見よその蒼色《あをぐもり》忽然として色を染め
金紅色《きんこうしよく》の日の下にわれを忘れし揺蕩《たゆたひ》は
酒精《アルコル》よりもなほ強く汝《なれ》が立琴《リイル》も歌ひえぬ
愛執の苦《にが》き赤痣を醸すなり
[#ここで字下げ終わり]
[#ここから(地から)2字上げ]
アルチュル・ランボオ
小林秀雄
[#ここで字上げ終わり]

この援用文は、幸福な美しい引例として、短い私の論文の最初にかかげるのである。
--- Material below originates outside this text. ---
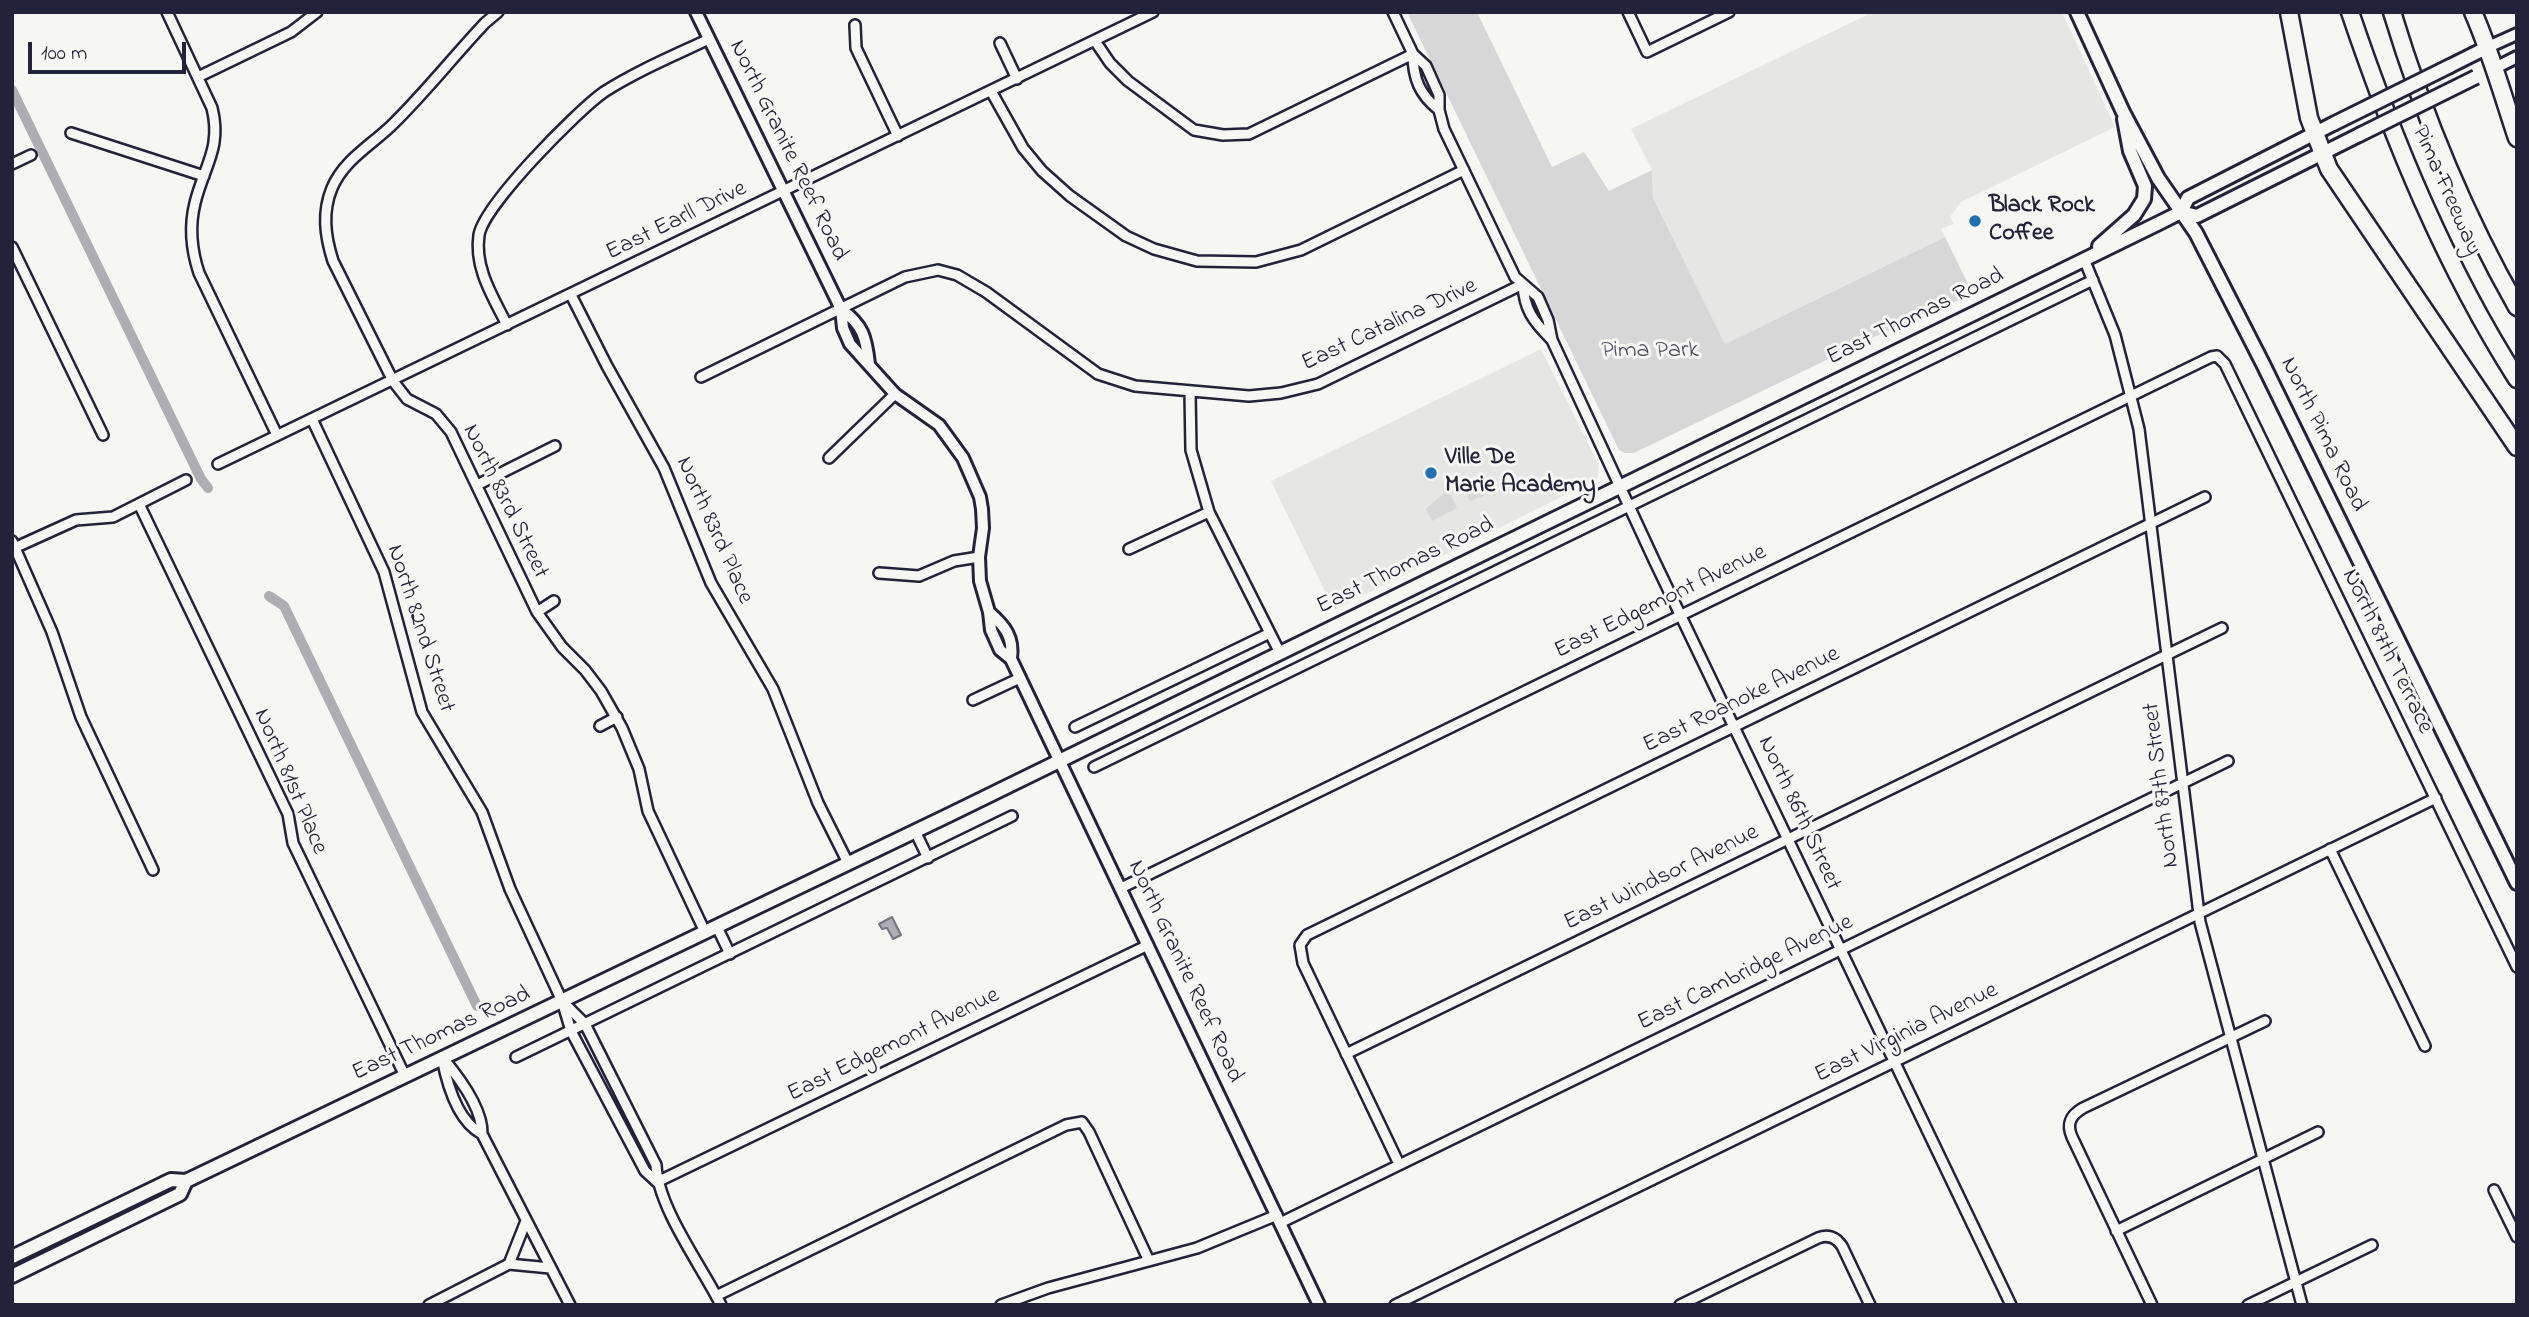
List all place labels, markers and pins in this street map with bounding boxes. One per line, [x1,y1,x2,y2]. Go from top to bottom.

この幸福な引証すら、不幸な一面を以て触れて来るということは、自余の数千百篇の泰西詩が、われわれにこういう風にしか受け取られていないのだということを示す、最もふさわしい証拠になってくれている。象徴派の詩篇の、国語に訳出せられたものは、実に夥《おびただ》しい数である。だが凡《およそ》、こんな風にわれわれの理会力を逆立て、穿《あなぐ》り考えて見ても結局、到底わからない、と溜息《ためいき》を吐かせるに過ぎない。こう言う経験を正直に告白したい人は、ずいぶん多いのではないかと思うのである。
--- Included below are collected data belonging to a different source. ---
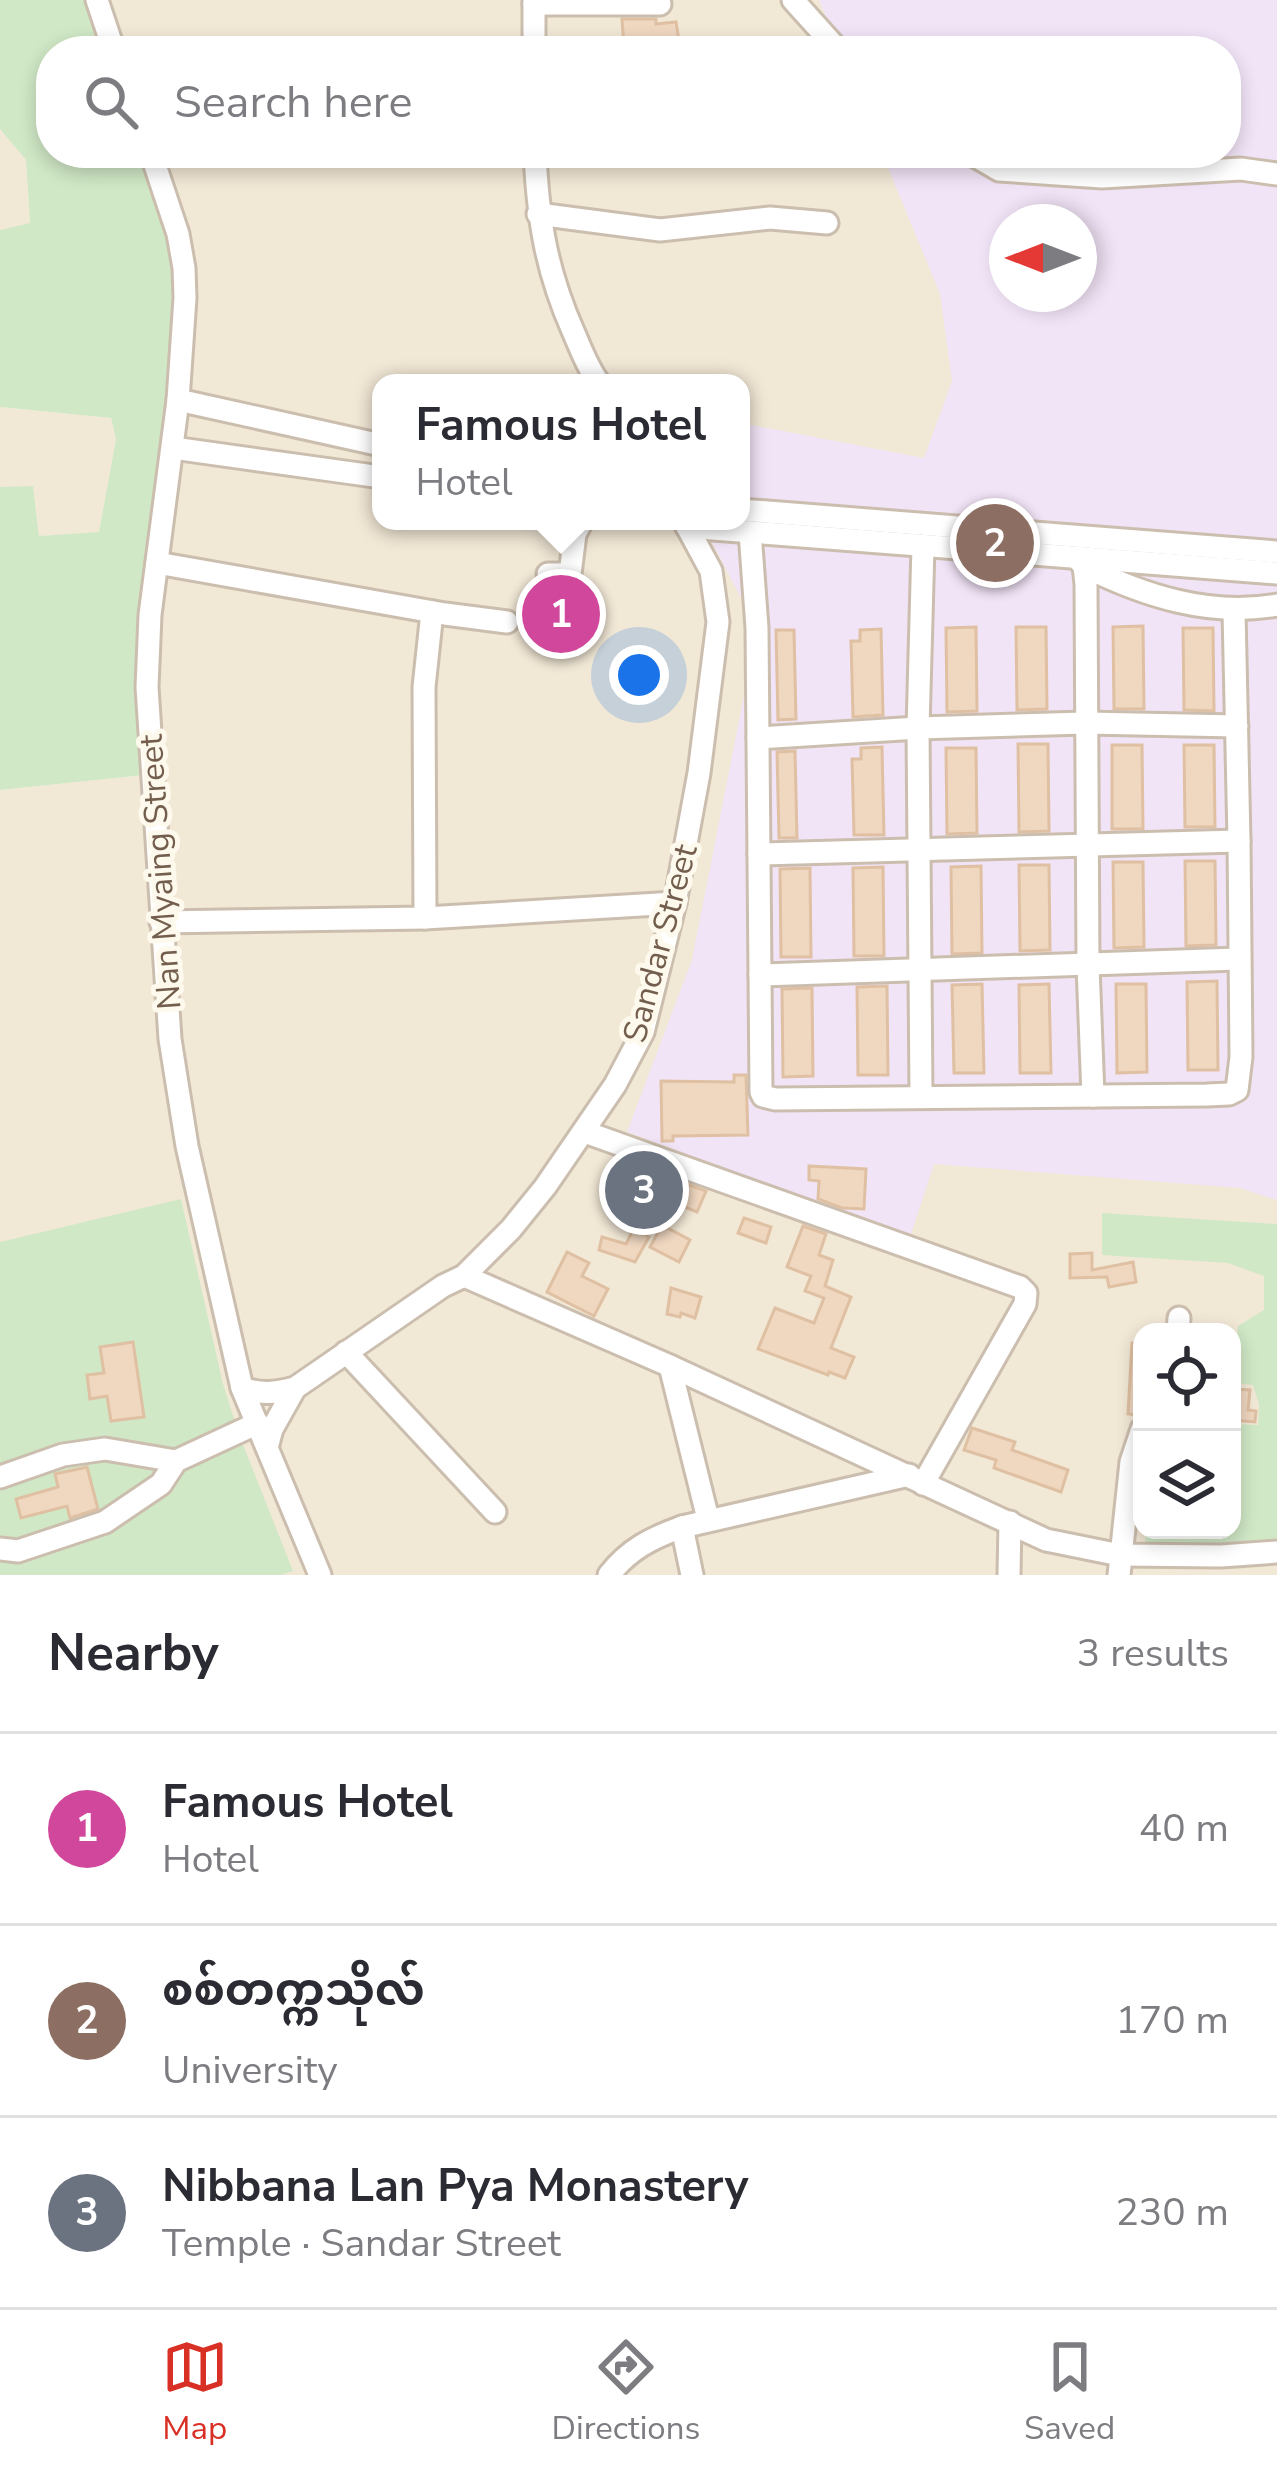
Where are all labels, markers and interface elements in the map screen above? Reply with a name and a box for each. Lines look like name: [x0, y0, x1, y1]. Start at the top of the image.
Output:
search box: [36, 36, 1241, 168]
icon: search: [78, 69, 144, 135]
text: Search here: [174, 72, 413, 133]
north arrow: [989, 204, 1097, 312]
popup: [372, 374, 750, 530]
text: Famous Hotel: [416, 395, 706, 456]
text: Hotel: [416, 456, 513, 509]
pin: 2: [956, 498, 1034, 588]
pin: 1: [522, 569, 600, 659]
your location: [609, 645, 669, 705]
street label: Nan Myaing Street: [128, 732, 193, 1011]
street label: Sandar Street: [612, 839, 709, 1048]
pin: 3: [605, 1145, 683, 1235]
map controls: [1133, 1323, 1241, 1539]
button: locate: [1133, 1323, 1241, 1431]
button: layers: [1133, 1431, 1241, 1539]
text: Nearby: [48, 1618, 219, 1688]
text: 3 results: [1077, 1627, 1229, 1680]
text: Famous Hotel: [162, 1772, 453, 1833]
text: 1: [75, 1802, 99, 1855]
text: 40 m: [1139, 1802, 1229, 1855]
text: Hotel: [162, 1833, 259, 1886]
text: စစ်‌တက္ကသိုလ်: [162, 1960, 425, 2021]
text: 2: [75, 1994, 99, 2047]
text: 170 m: [1115, 1994, 1229, 2047]
text: University: [162, 2044, 338, 2097]
text: Nibbana Lan Pya Monastery: [162, 2156, 749, 2217]
text: 3: [75, 2186, 99, 2239]
text: 230 m: [1115, 2186, 1229, 2239]
text: Temple · Sandar Street: [162, 2217, 561, 2270]
tab: Map: [162, 2334, 228, 2451]
tab: Directions: [552, 2334, 700, 2451]
tab: Saved: [1024, 2334, 1115, 2451]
小林秀雄さんの[#「小林秀雄さんの」は底本では「 小林秀雄さんの」]翻訳技術がこれ程発揮せられていながら、それでいて、原詩の、幻想と現実とが並行し、語の翳と暈との相かさなり靡《なび》きあう趣きが、言下に心深く沁《し》み入って行くと言うわけにはいかない。此は唯この詩の場合に限ったことではなく、凡象徴派の詩である以上は、誰の作品、誰の訳詩を見ても、もっと難解であり、晦渋《かいじゅう》であるのが、普通なのである。そう言うことのあった度に、早合点で謙遜《けんそん》なわれわれは、理会に煉熟《れんじゅく》していない自分を恥じて来たものだ。併し其は、私たちの罪でもなく、又多くの場合、訳述者の咎《とが》でもないことが、段々わかって来た。それは国語と国語とが違い、又国語と国語とにしみこんでいる表現の習慣の違いから来ている。日本の国語に翻《うつ》し後《あと》づけて行った詩のことばことばが、らんぼお[#「らんぼお」に傍線]やぼおどれいる[#「ぼおどれいる」に傍線]や、そう言った人の育って来、又人々の特殊化して行ったそれぞれの国語の陰影を吸収して行かないのである。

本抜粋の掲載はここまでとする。